**ASSIGNED TASK**. When a line below contains the string "Right", show that line.

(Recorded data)
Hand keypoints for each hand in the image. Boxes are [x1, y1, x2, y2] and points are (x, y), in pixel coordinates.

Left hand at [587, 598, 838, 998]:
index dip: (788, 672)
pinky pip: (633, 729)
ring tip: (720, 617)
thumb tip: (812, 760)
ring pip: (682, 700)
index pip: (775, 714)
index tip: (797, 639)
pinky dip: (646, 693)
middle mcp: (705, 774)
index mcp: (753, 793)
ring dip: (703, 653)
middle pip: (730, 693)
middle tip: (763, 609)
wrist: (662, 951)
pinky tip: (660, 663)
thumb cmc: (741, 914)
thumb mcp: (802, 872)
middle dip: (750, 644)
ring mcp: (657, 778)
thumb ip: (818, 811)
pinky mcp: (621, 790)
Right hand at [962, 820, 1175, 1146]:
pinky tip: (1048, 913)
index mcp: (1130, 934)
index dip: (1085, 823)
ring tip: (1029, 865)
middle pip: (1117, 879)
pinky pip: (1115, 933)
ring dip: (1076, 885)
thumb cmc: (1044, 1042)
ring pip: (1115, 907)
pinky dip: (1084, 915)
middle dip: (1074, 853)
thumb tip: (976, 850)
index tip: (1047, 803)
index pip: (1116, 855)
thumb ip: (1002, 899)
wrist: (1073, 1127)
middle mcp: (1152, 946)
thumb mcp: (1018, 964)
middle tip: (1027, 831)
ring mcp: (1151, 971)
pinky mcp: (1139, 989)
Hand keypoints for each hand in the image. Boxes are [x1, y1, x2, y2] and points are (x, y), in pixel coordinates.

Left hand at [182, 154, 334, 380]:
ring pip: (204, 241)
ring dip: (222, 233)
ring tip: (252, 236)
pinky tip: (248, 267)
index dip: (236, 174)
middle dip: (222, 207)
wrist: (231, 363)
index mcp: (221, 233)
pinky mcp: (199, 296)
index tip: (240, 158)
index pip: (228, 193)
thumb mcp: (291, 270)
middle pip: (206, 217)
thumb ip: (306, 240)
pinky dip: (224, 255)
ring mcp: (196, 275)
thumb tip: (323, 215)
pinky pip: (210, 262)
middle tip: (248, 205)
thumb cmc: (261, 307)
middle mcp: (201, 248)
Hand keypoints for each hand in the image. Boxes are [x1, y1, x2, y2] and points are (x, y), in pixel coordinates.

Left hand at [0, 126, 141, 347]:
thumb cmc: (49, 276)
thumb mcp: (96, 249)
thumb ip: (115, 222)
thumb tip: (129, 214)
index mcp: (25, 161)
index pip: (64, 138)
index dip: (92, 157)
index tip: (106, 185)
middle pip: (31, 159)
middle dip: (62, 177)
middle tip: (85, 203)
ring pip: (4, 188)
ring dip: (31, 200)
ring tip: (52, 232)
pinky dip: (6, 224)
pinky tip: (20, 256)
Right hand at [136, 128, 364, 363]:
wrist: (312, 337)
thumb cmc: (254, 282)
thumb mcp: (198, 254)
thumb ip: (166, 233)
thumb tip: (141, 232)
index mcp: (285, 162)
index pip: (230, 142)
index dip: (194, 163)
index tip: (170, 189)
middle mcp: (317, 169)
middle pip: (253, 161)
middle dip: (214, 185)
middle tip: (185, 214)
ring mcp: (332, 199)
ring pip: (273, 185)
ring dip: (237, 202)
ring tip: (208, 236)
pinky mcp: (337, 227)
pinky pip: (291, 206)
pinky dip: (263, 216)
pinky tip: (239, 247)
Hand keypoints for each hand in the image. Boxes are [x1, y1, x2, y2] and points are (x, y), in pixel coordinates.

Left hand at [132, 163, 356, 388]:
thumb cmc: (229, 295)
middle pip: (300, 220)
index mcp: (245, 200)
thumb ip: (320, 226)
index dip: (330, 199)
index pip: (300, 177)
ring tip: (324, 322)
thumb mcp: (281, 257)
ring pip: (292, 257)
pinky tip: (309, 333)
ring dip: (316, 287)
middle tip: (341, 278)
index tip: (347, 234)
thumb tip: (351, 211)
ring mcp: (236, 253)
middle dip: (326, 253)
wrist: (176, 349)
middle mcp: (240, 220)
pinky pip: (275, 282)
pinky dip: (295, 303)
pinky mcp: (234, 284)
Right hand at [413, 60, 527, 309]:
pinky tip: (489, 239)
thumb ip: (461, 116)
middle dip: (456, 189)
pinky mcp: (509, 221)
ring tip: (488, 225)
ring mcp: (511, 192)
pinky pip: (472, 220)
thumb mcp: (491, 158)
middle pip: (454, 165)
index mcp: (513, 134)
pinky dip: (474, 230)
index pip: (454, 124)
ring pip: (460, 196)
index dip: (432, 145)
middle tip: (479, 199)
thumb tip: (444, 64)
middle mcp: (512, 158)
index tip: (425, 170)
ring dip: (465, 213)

**ANSWER TO THIS TASK**.
Right hand at [962, 820, 1175, 1146]:
Right hand at [136, 128, 364, 363]:
Right hand at [413, 60, 527, 309]:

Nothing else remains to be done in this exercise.